Activity: Copy exactly the line containing "thumb tip: (306, 331)" and all lines after it, through the last line of the material below; omit everything before it.

**** Material to process

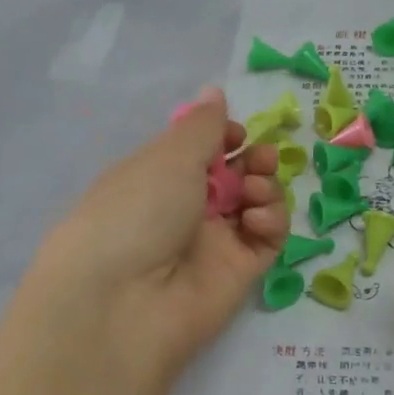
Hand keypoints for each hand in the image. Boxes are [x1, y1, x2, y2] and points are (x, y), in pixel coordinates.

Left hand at [26, 87, 289, 394]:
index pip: (202, 151)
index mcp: (158, 177)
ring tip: (254, 190)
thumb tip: (214, 91)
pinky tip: (257, 219)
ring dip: (265, 187)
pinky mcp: (239, 273)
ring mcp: (214, 243)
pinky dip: (271, 221)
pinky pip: (267, 239)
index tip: (236, 133)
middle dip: (254, 160)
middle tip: (258, 159)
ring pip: (256, 204)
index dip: (226, 137)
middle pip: (235, 175)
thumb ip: (202, 125)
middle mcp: (186, 209)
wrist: (122, 303)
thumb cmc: (135, 212)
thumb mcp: (167, 157)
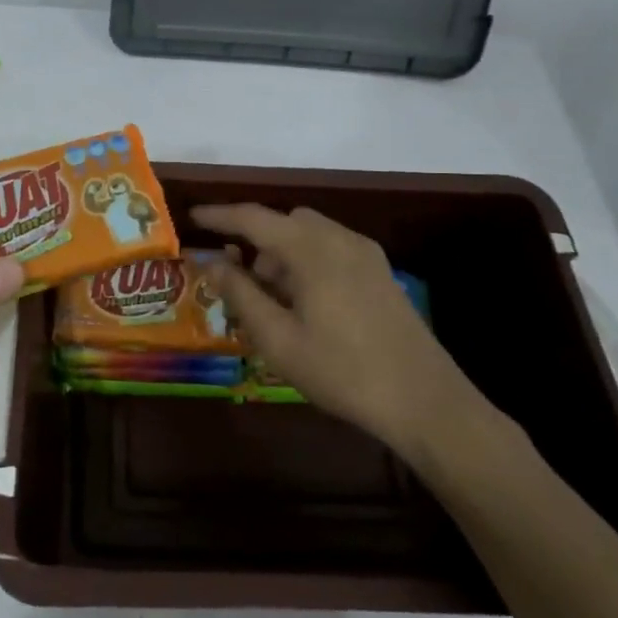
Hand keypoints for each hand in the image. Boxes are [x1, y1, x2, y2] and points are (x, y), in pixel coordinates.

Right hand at [193, 203, 486, 467]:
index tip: (192, 217)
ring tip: (273, 303)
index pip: (253, 218)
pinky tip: (306, 306)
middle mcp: (339, 239)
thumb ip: (240, 294)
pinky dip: (306, 262)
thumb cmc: (342, 370)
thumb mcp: (278, 339)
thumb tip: (210, 263)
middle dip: (255, 242)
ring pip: (309, 235)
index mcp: (311, 249)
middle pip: (284, 222)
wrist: (425, 401)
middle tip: (239, 282)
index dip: (219, 215)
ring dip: (282, 254)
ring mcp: (366, 255)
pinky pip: (331, 250)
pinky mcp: (381, 273)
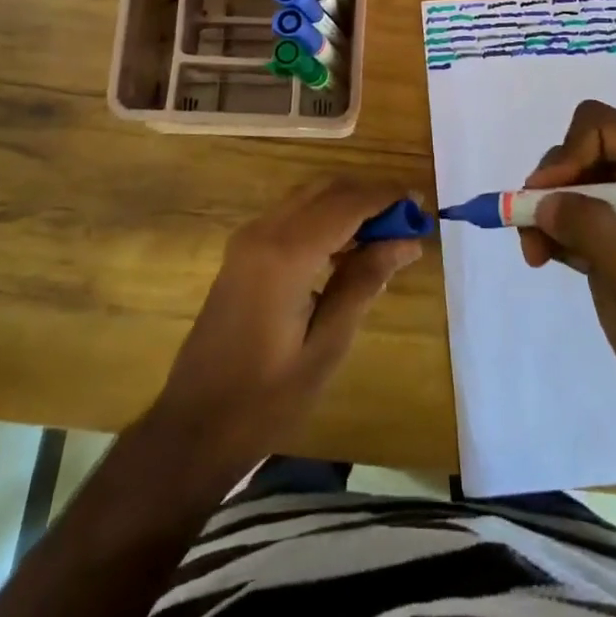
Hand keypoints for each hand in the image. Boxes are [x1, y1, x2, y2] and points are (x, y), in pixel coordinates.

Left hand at [146, 177, 422, 479]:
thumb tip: (406, 241)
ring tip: (386, 234)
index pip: (347, 204)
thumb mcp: (326, 346)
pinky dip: (324, 218)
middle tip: (408, 221)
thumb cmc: (266, 398)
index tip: (421, 204)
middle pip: (326, 190)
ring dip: (347, 204)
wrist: (193, 426)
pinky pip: (291, 216)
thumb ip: (364, 283)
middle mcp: (263, 232)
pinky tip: (347, 248)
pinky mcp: (242, 253)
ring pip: (307, 197)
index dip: (387, 198)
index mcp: (285, 254)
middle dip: (369, 196)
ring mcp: (247, 239)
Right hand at [519, 100, 615, 416]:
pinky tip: (544, 259)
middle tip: (534, 231)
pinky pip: (560, 210)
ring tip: (535, 253)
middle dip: (549, 189)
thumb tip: (541, 201)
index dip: (567, 156)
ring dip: (539, 213)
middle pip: (574, 151)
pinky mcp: (605, 231)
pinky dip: (544, 230)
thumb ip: (593, 228)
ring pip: (561, 181)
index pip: (598, 127)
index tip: (547, 199)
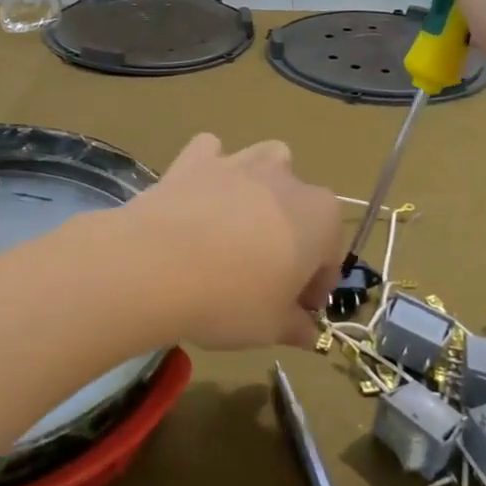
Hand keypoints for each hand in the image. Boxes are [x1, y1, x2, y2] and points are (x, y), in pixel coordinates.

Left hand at [124, 134, 342, 350]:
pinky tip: (198, 196)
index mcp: (320, 218)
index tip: (295, 312)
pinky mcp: (195, 158)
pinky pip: (211, 153)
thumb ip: (296, 326)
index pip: (329, 257)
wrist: (155, 266)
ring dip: (261, 189)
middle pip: (300, 208)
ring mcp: (239, 162)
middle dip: (291, 237)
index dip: (314, 288)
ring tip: (237, 226)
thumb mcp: (272, 328)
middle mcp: (287, 179)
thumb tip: (306, 331)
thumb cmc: (230, 300)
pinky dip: (210, 169)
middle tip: (265, 276)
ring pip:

********

Answer for this exercise:
thumb tip: (306, 331)
thumb cmc: (230, 300)
pinky dip: (210, 169)
middle tip: (265, 276)
ring pip:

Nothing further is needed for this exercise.